Last week, Royle suffered a series of debilitating heart attacks and now local artists and friends have banded together to offer their time and their talents to help Royle and his family.

Yukon Artists @ Work will host a fundraiser for Royle Thursday evening at its McCrae gallery from 5 to 9 p.m.

As one of the founding members of Yukon Artists @ Work, Royle wanted to create a community of artists that helped each other out, said society member Harreson Tanner.

“If an artist was in trouble through no fault of their own, then the community could band together and help them out,” said Tanner.

Royle had been looking at the creation of an artist-relief fund.

“So it’s rather ironic that he’s going to be the first to benefit from it,” Tanner added.

Last Wednesday the local potter was driving into Whitehorse from his home near Marsh Lake when he started having chest pains.

Royle recognized the sign and drove himself to the Whitehorse General Hospital.
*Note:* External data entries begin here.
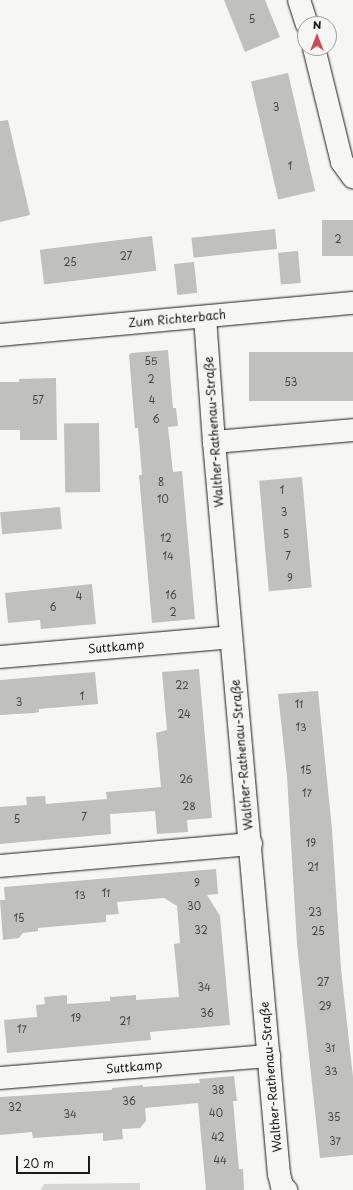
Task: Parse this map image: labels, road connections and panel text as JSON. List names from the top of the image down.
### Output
{
  "streets": {
    "street": ["Zum Richterbach", "Walther-Rathenau-Straße", "Suttkamp"]
  },
  "crossings": [
    ["Zum Richterbach", "Walther-Rathenau-Straße"],
    ["Walther-Rathenau-Straße", "Suttkamp"]
  ],
  "house_numbers": [
    "5",
    "3",
    "1",
    "2",
    "27",
    "25",
    "55",
    "2",
    "53",
    "57",
    "4",
    "6",
    "8",
    "1",
    "10",
    "3",
    "5",
    "12",
    "14",
    "7",
    "9",
    "16",
    "4",
    "6",
    "2",
    "22",
    "1",
    "3",
    "11",
    "24",
    "13",
    "15",
    "26",
    "17",
    "28",
    "7",
    "5",
    "19",
    "21",
    "9",
    "11",
    "13",
    "30",
    "23",
    "15",
    "32",
    "25",
    "27",
    "34",
    "29",
    "36",
    "19",
    "21",
    "17",
    "31",
    "33",
    "38",
    "36",
    "32",
    "40",
    "34",
    "35",
    "42",
    "37",
    "44"
  ],
  "scale_bar": "20 m",
  "north": "top"
}
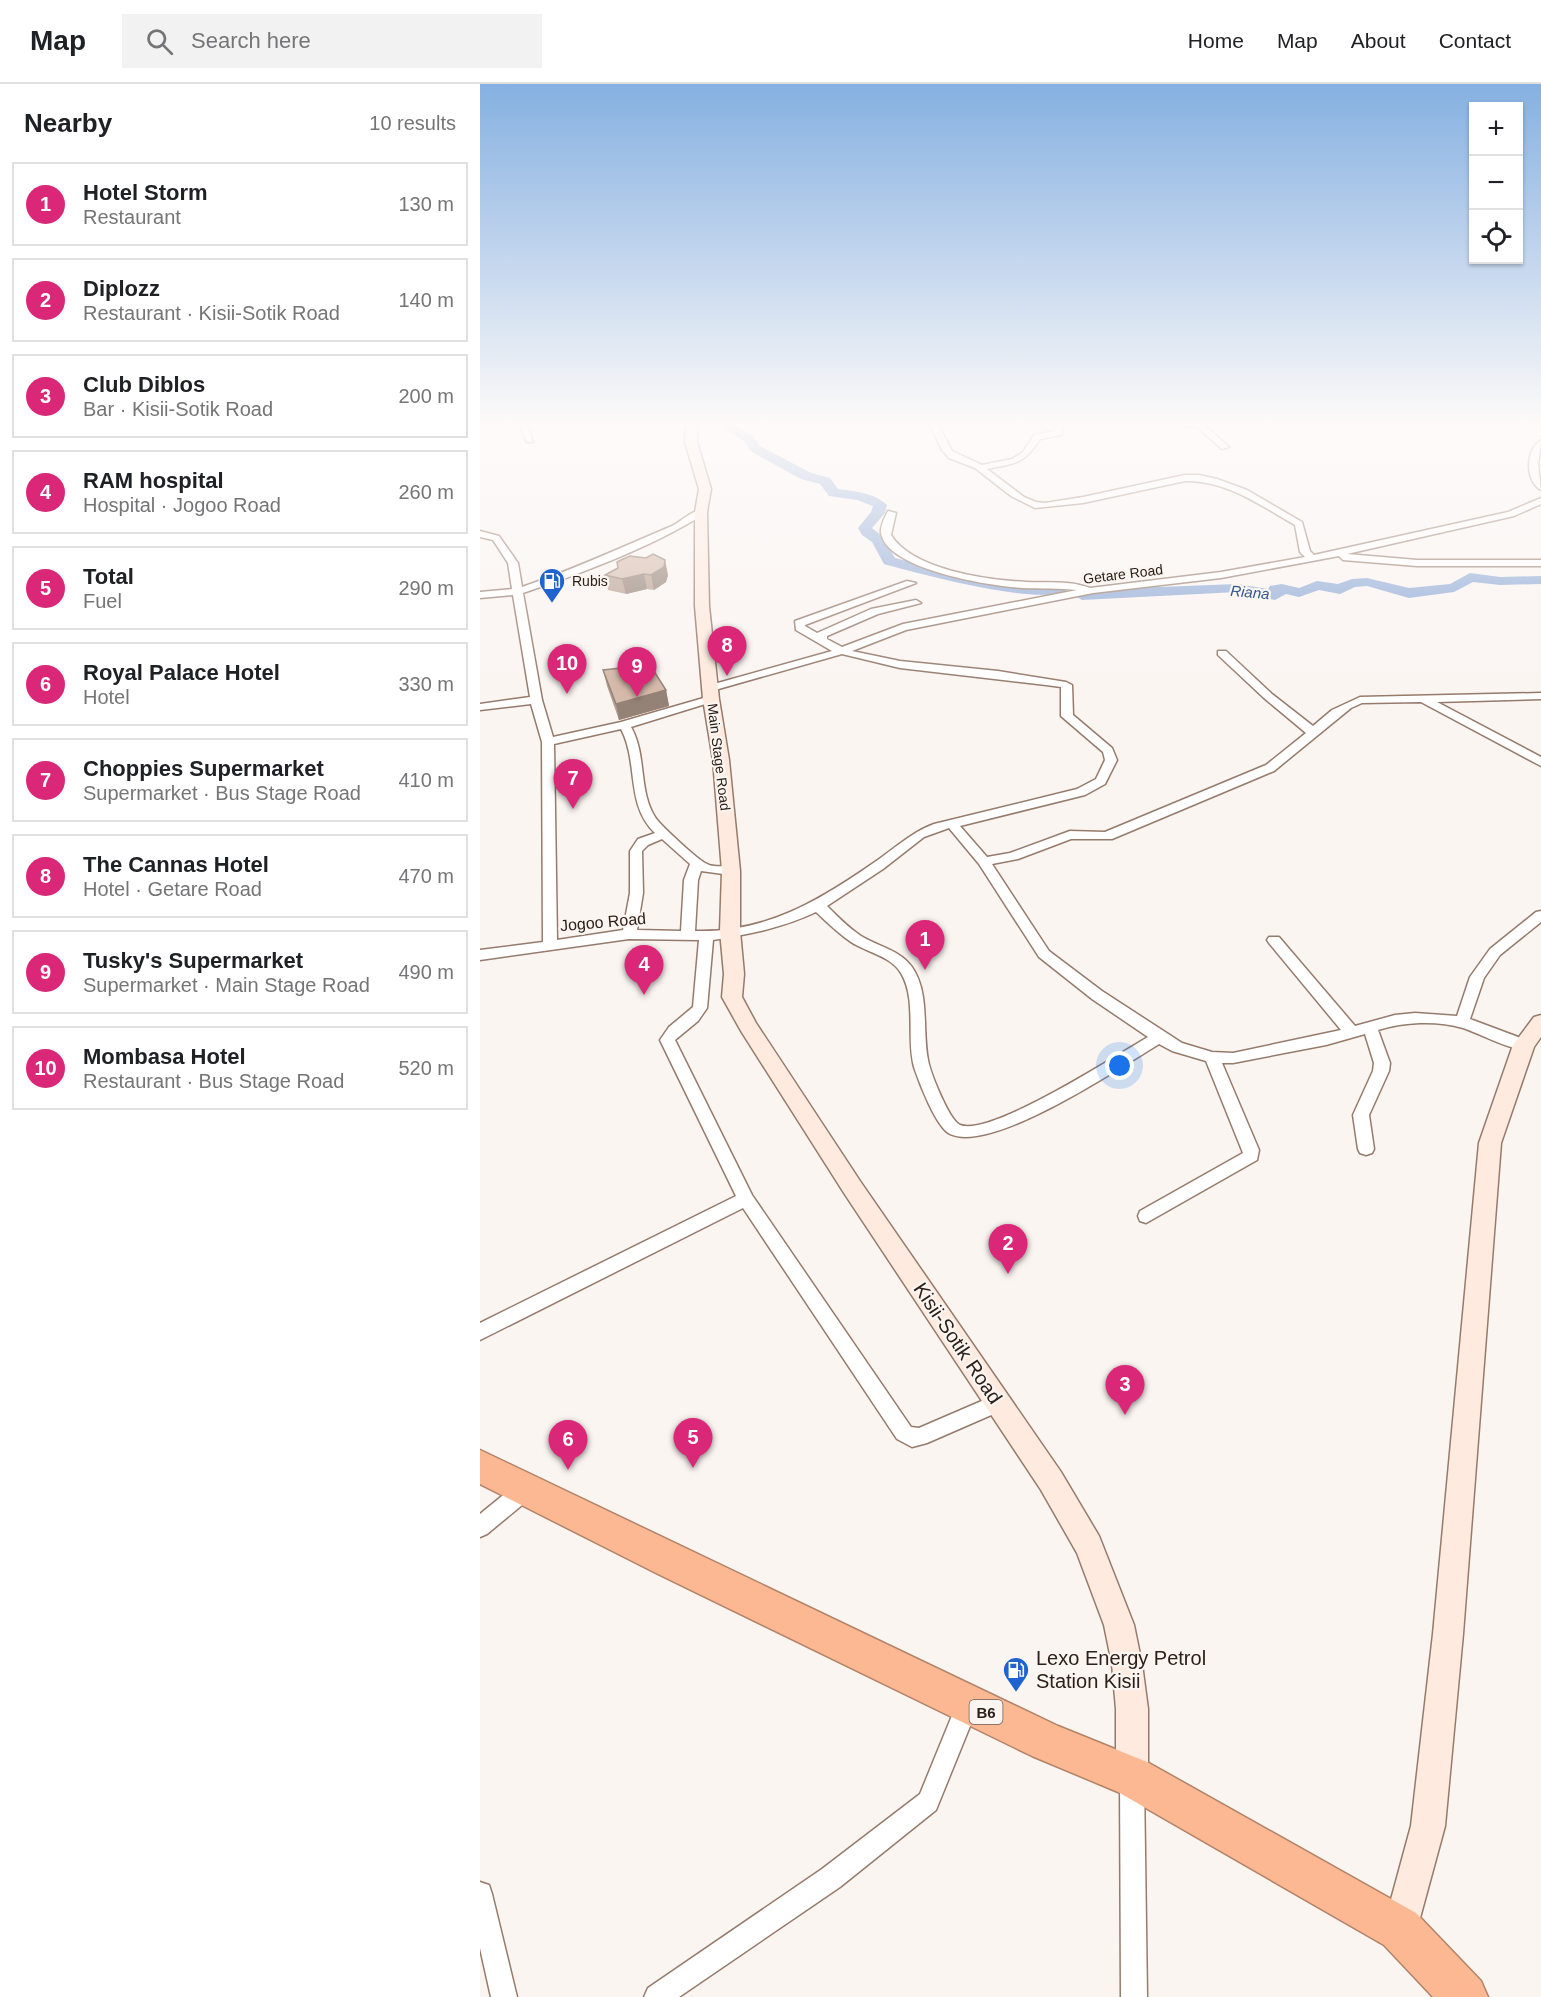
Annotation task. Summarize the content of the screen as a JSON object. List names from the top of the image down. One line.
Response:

Doctors confirmed he had suffered a heart attack and was having another while in hospital.

Hospital gave him blasters to clear his arteries; they lowered his heart rate to 26 beats per minute and finally managed to stabilize him.

A few days later, staff were able to secure a bed in Vancouver and Royle was medevaced south for treatment.
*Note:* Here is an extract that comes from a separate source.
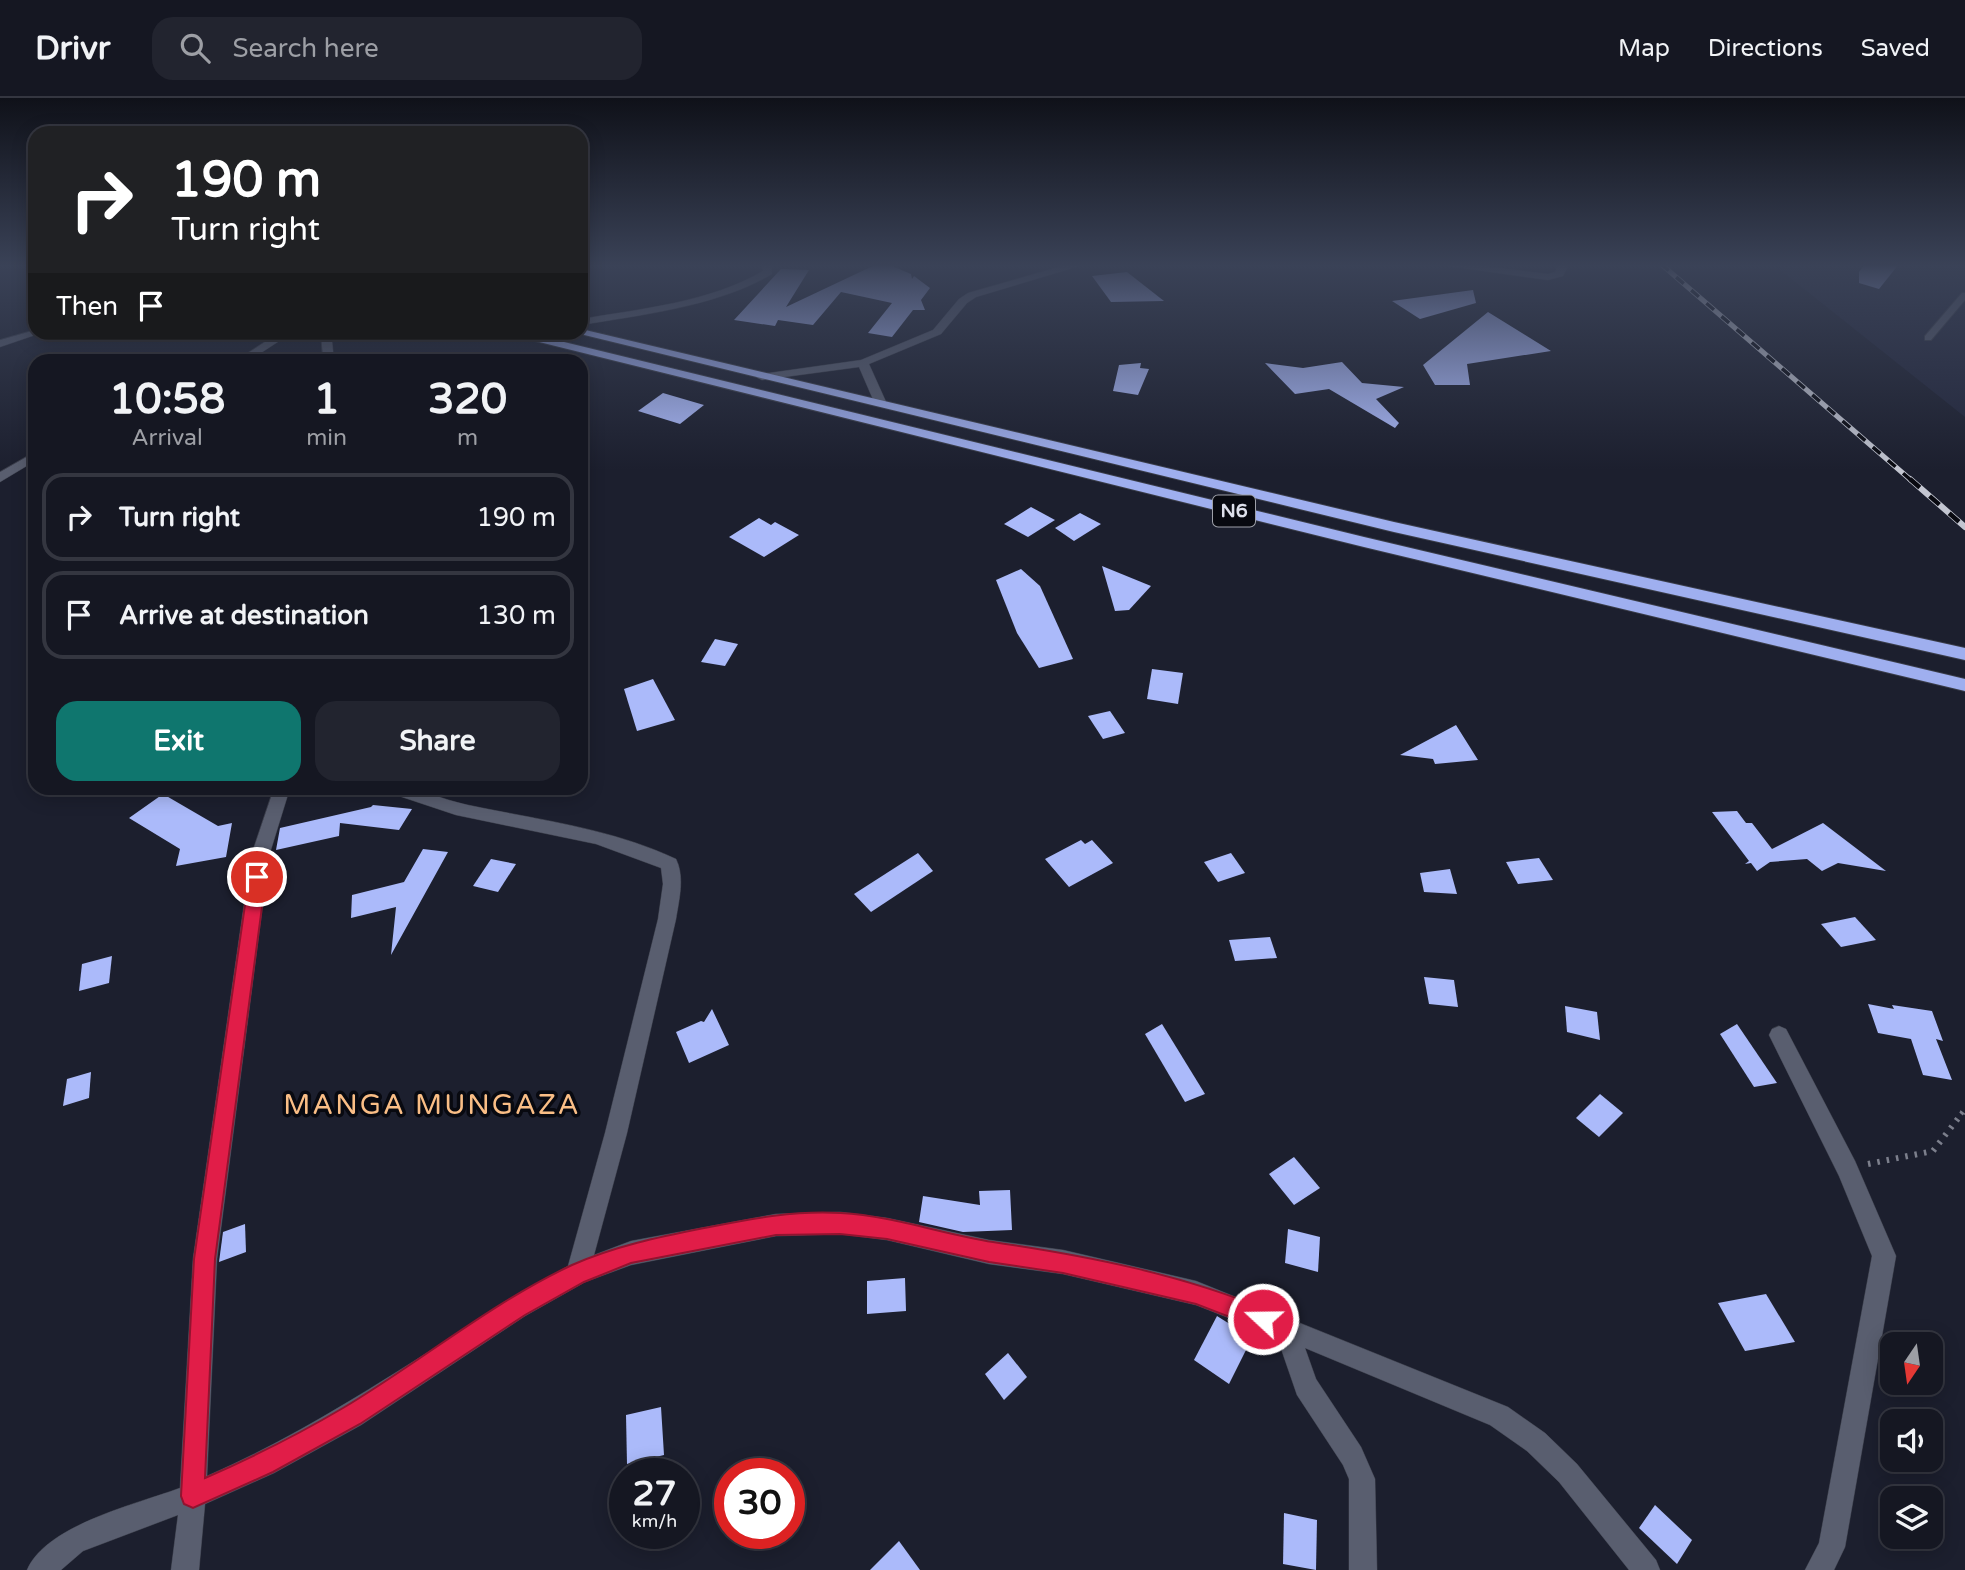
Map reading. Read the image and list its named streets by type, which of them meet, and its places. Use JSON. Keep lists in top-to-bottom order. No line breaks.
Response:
{"streets":{"highway":["N6"]},"districts":["MANGA MUNGAZA"],"north":"bottom","page":{"header":"Drivr","search":"Search here","nav":["Map","Directions","Saved"],"turn":["190 m","Turn right"],"then":"Then","eta":["10:58","Arrival","1","min","320","m"],"list":[{"name":"Turn right","value":"190 m"},{"name":"Arrive at destination","value":"130 m"}],"buttons":["Exit","Share"],"speed":"27 km/h","limit":"30"}}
On Saturday, he had an angiogram and an angioplasty to open the blocked artery.

Now he’s taking a variety of medications, but he’s on his way home, said Tanner.

As a husband, father, teacher and friend, Royle has been there for every cause and for everybody, said Tanner.
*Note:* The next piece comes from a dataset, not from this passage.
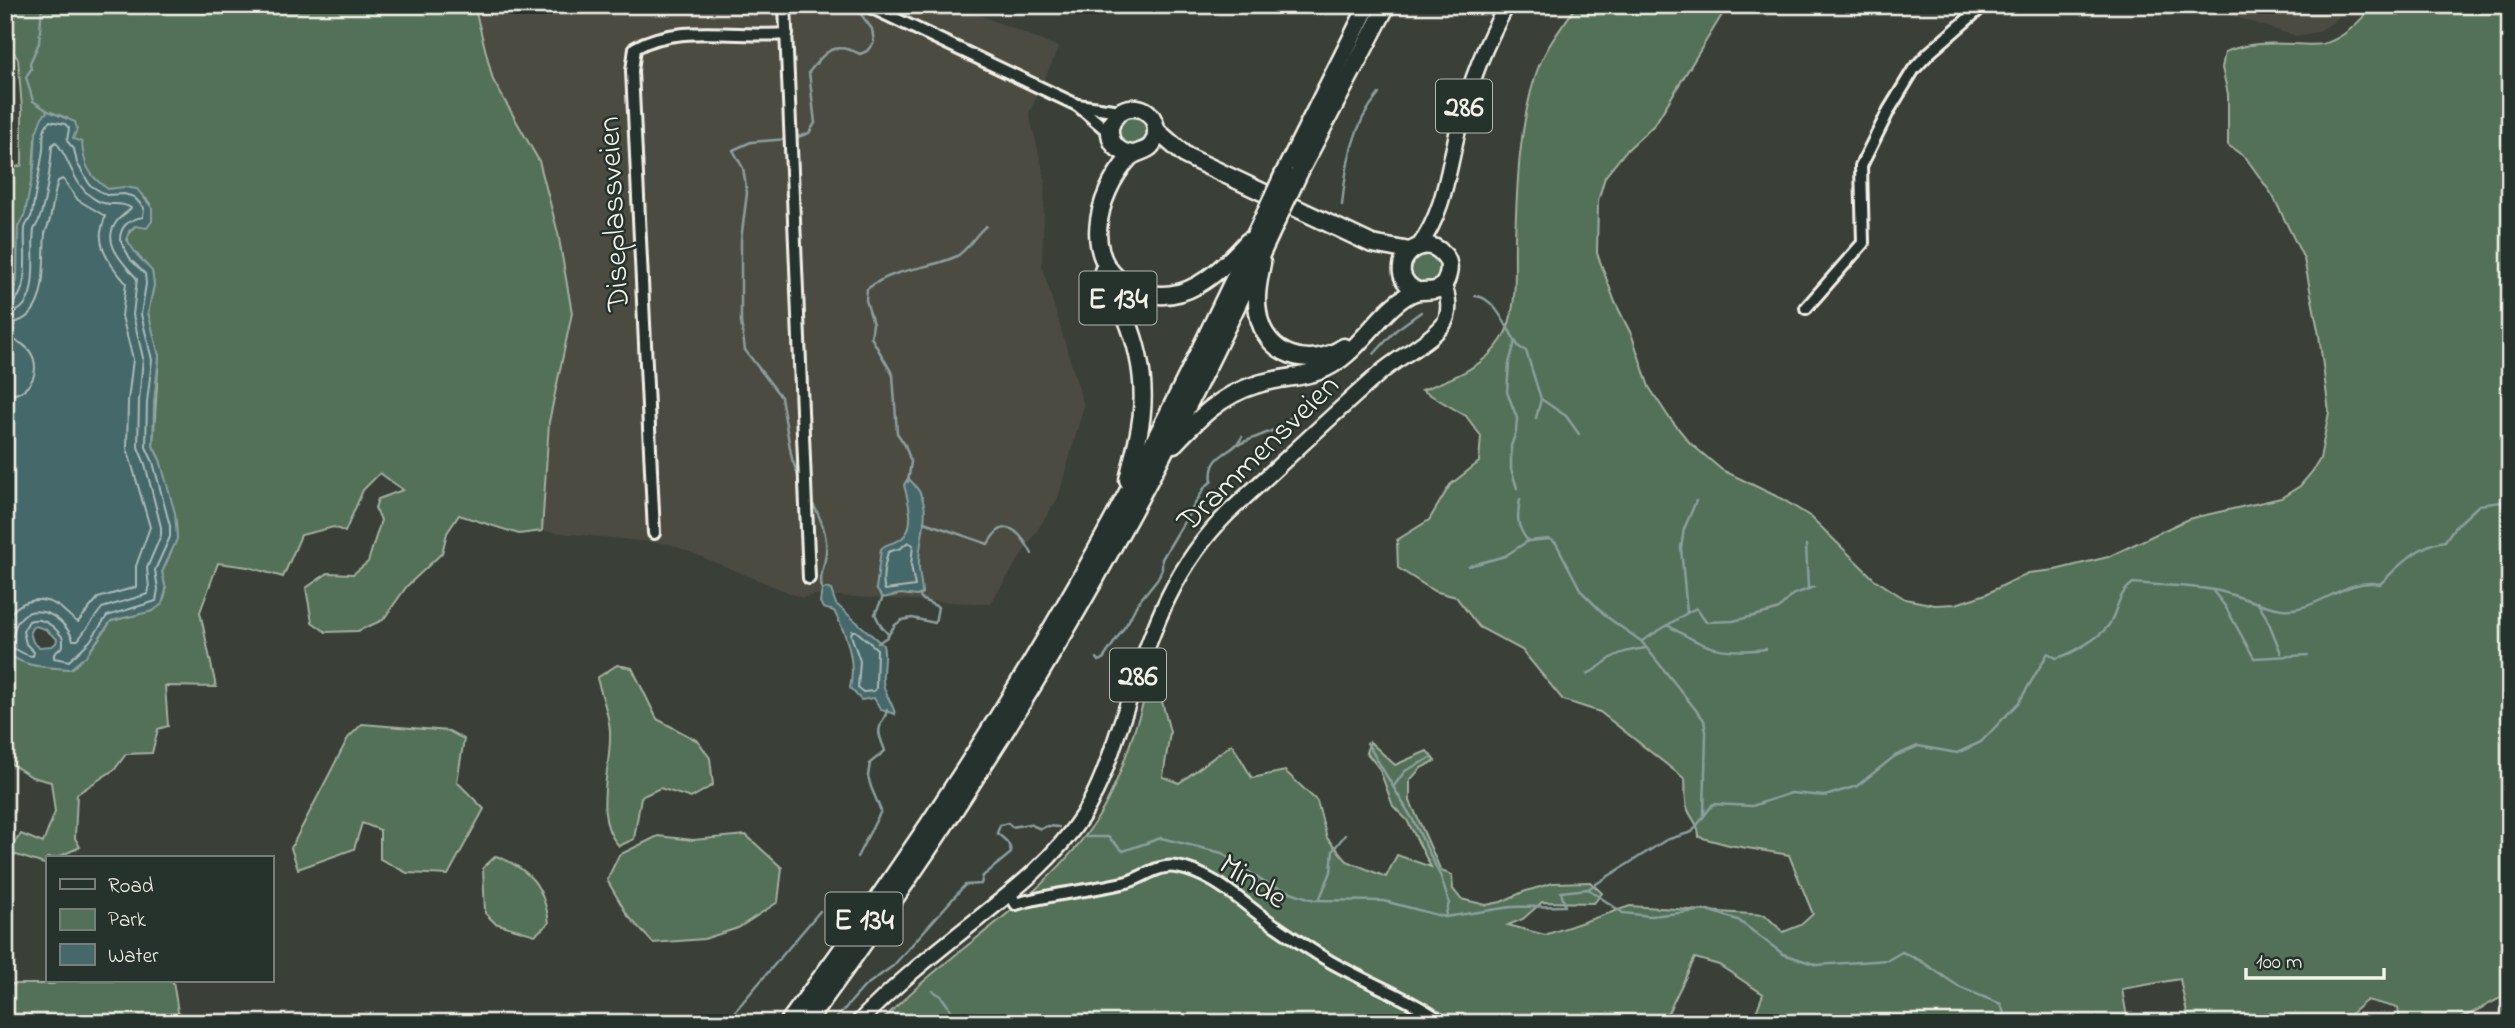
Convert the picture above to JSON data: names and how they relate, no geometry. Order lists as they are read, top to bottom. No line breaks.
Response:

A 20-year veteran of teaching potting in local schools, almost every kid in the Yukon has made some kind of a pot in his class.

Royle was one of the first artists Tanner met when he moved to Whitehorse five years ago.

They quickly became like family.

So Tanner was one of the first to step up and organize the event to help Royle and his family.

“He’s not going to be able to pot for a long time.

“There’s a lot of pressure on his wife right now.”

Royle, born in 1951 in Banff, Alberta, began his career as a pastry chef.

His high school art teacher wouldn’t let him throw pottery because of his “lack of aptitude.”

In 1980, he moved to Whitehorse and became a founding member of the Whitehorse Potters Guild.

Last month, Royle’s Fireweed production line was recognized as one of Canada’s best pottery series at the Gardiner Museum in Toronto.

The fundraiser runs from 5 to 9 p.m. on Thursday evening at the Yukon Artists @ Work Gallery in McCrae.

It will also mark Yukon Artists @ Work’s fourth anniversary.

BJ McLean, Steve Slade and others will play at the event.

Many local companies and individuals have donated items for a silent auction.

Donations can be made at the Arts Underground on Main Street, or at the Yukon Artists @ Work Gallery.